When duplicating the records beneath this instruction, omit every picture and keep all else exact.

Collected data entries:
·····

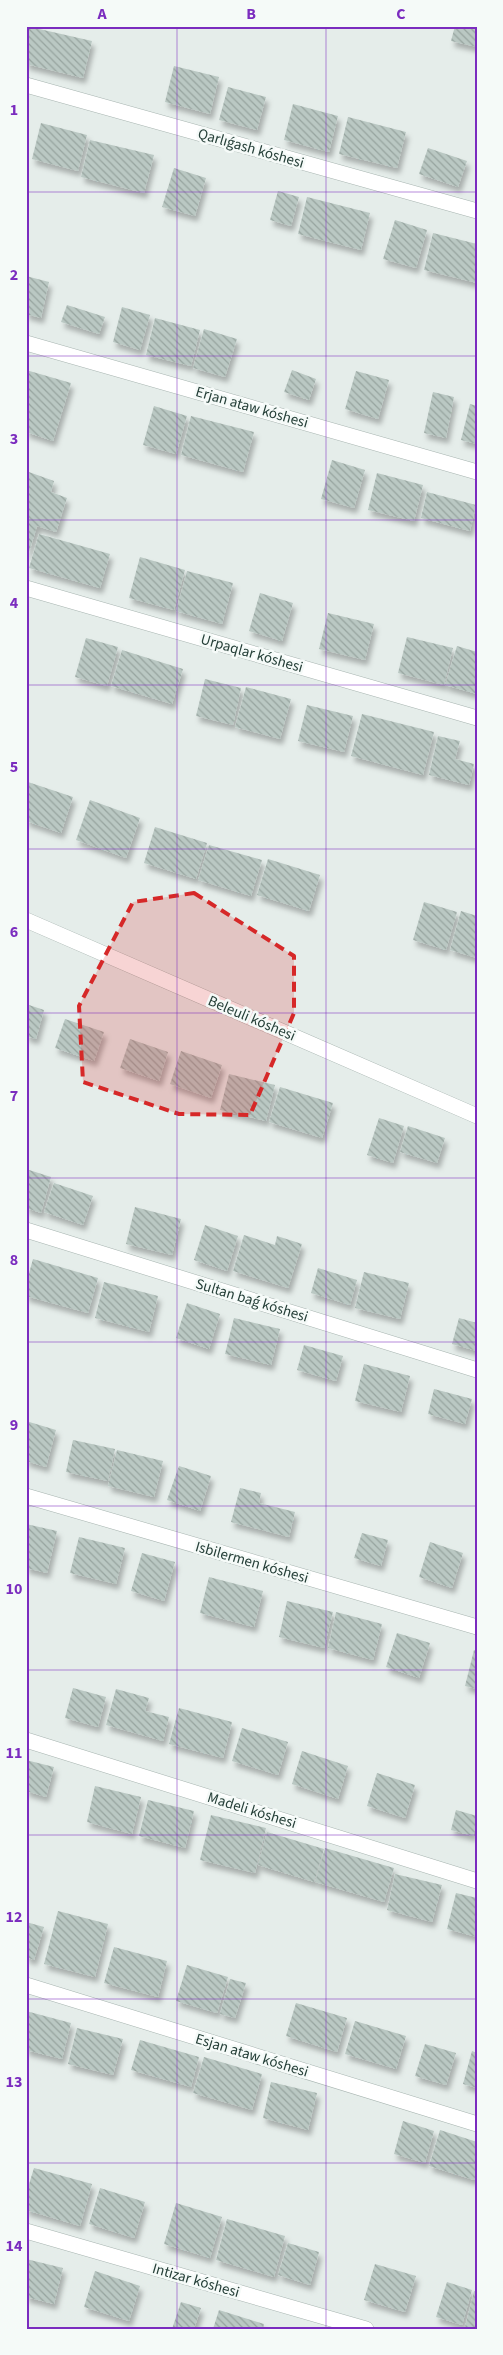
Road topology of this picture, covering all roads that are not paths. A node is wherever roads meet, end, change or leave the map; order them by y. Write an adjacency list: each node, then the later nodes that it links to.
1 (26, 85): 2 (street, Qarlıǵash kóshesi)
2 (477, 212)
3 (26, 343): 4 (street, Erjan ataw kóshesi)
4 (477, 472)
5 (26, 588): 6 (street, Urpaqlar kóshesi)
6 (477, 718)
7 (26, 920): 8 (street, Beleuli kóshesi)
8 (477, 1116)
9 (26, 1230): 10 (street, Sultan baǵ kóshesi)
10 (477, 1370)
11 (26, 1496): 12 (street, Isbilermen kóshesi)
12 (477, 1627)
13 (26, 1740): 14 (street, Madeli kóshesi)
14 (477, 1880)
15 (26, 1986): 16 (street, Esjan ataw kóshesi)
16 (477, 2124)
17 (26, 2231): 18 (street, Intizar kóshesi)
18 (366, 2329)

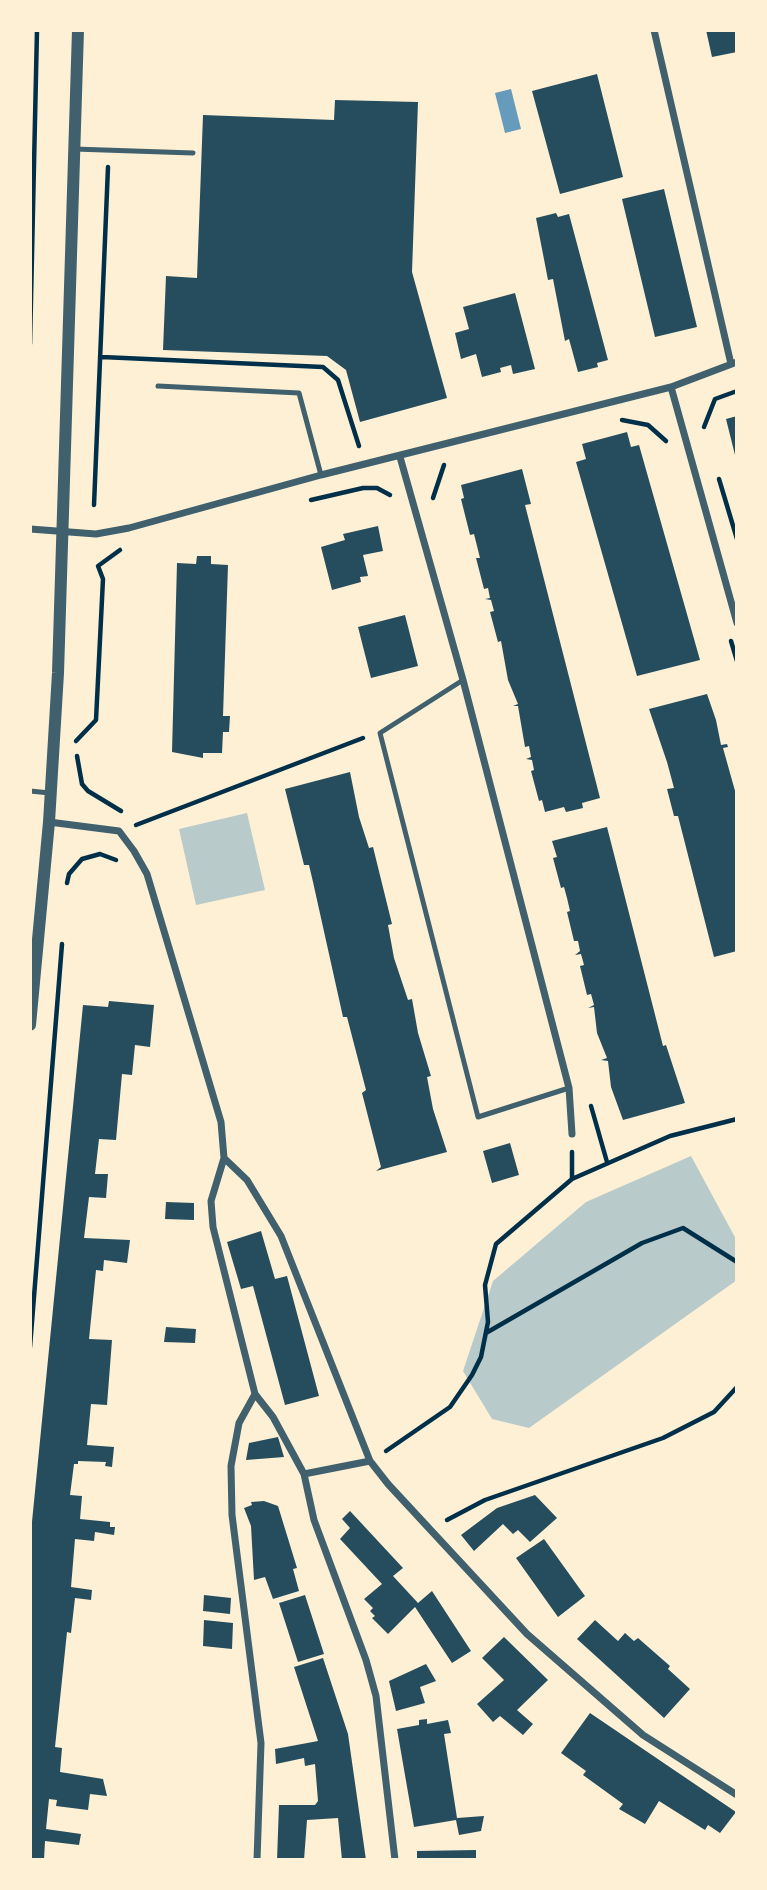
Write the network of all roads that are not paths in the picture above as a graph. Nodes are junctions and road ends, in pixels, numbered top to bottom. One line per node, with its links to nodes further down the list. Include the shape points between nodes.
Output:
1 (78, 30): 3 (street)
2 (654, 30): 5 (street)
3 (74, 149): 4 (lane); 11 (street)
4 (193, 153)
5 (734, 363): 7 (street)
6 (158, 386): 9 (lane, via 299,393)
7 (671, 387): 8 (street); 12 (street)
8 (400, 457): 9 (street); 13 (street)
9 (321, 475): 11 (street, via 129,528)
10 (30, 529): 11 (street)
11 (63, 533): 15 (street)
12 (737, 623)
13 (464, 680): 18 (street); 18 (lane, via 380,733 478,1117)
14 (30, 791): 15 (lane)
15 (50, 793): 16 (street)
16 (50, 821): 17 (street); 20 (street, via 118,831 147,874 221,1122)
17 (30, 1025)
18 (569, 1088): 19 (street)
19 (572, 1134)
20 (224, 1158): 21 (street, via 211,1200 213,1227); 22 (street, via 247,1180 281,1236)
21 (255, 1394): 23 (street); 25 (street, via 239,1423 231,1466 232,1515 261,1743)
22 (370, 1461): 23 (street); 24 (street, via 527,1634 632,1726)
23 (304, 1474): 26 (street, via 314,1520 376,1696)
24 (737, 1795)
25 (257, 1860)
26 (395, 1860)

·····

*RESPONSE TO THE EXERCISE*:
Road topology of this picture, covering all roads that are not paths. A node is wherever roads meet, end, change or leave the map; order them by y. Write an adjacency list: each node, then the later nodes that it links to.
1 (26, 85): 2 (street, Qarlıǵash kóshesi)
2 (477, 212)
3 (26, 343): 4 (street, Erjan ataw kóshesi)
4 (477, 472)
5 (26, 588): 6 (street, Urpaqlar kóshesi)
6 (477, 718)
7 (26, 920): 8 (street, Beleuli kóshesi)
8 (477, 1116)
9 (26, 1230): 10 (street, Sultan baǵ kóshesi)
10 (477, 1370)
11 (26, 1496): 12 (street, Isbilermen kóshesi)
12 (477, 1627)
13 (26, 1740): 14 (street, Madeli kóshesi)
14 (477, 1880)
15 (26, 1986): 16 (street, Esjan ataw kóshesi)
16 (477, 2124)
17 (26, 2231): 18 (street, Intizar kóshesi)
18 (366, 2329)

Write the network of all roads that are not paths in the picture above as a graph. Nodes are junctions and road ends, in pixels, numbered top to bottom. One line per node, with its links to nodes further down the list. Include the shape points between nodes.
Output:
1 (78, 30): 3 (street)
2 (654, 30): 5 (street)
3 (74, 149): 4 (lane); 11 (street)
4 (193, 153)
5 (734, 363): 7 (street)
6 (158, 386): 9 (lane, via 299,393)
7 (671, 387): 8 (street); 12 (street)
8 (400, 457): 9 (street); 13 (street)
9 (321, 475): 11 (street, via 129,528)
10 (30, 529): 11 (street)
11 (63, 533): 15 (street)
12 (737, 623)
13 (464, 680): 18 (street); 18 (lane, via 380,733 478,1117)
14 (30, 791): 15 (lane)
15 (50, 793): 16 (street)
16 (50, 821): 17 (street); 20 (street, via 118,831 147,874 221,1122)
17 (30, 1025)
18 (569, 1088): 19 (street)
19 (572, 1134)
20 (224, 1158): 21 (street, via 211,1200 213,1227); 22 (street, via 247,1180 281,1236)
21 (255, 1394): 23 (street); 25 (street, via 239,1423 231,1466 232,1515 261,1743)
22 (370, 1461): 23 (street); 24 (street, via 527,1634 632,1726)
23 (304, 1474): 26 (street, via 314,1520 376,1696)
24 (737, 1795)
25 (257, 1860)
26 (395, 1860)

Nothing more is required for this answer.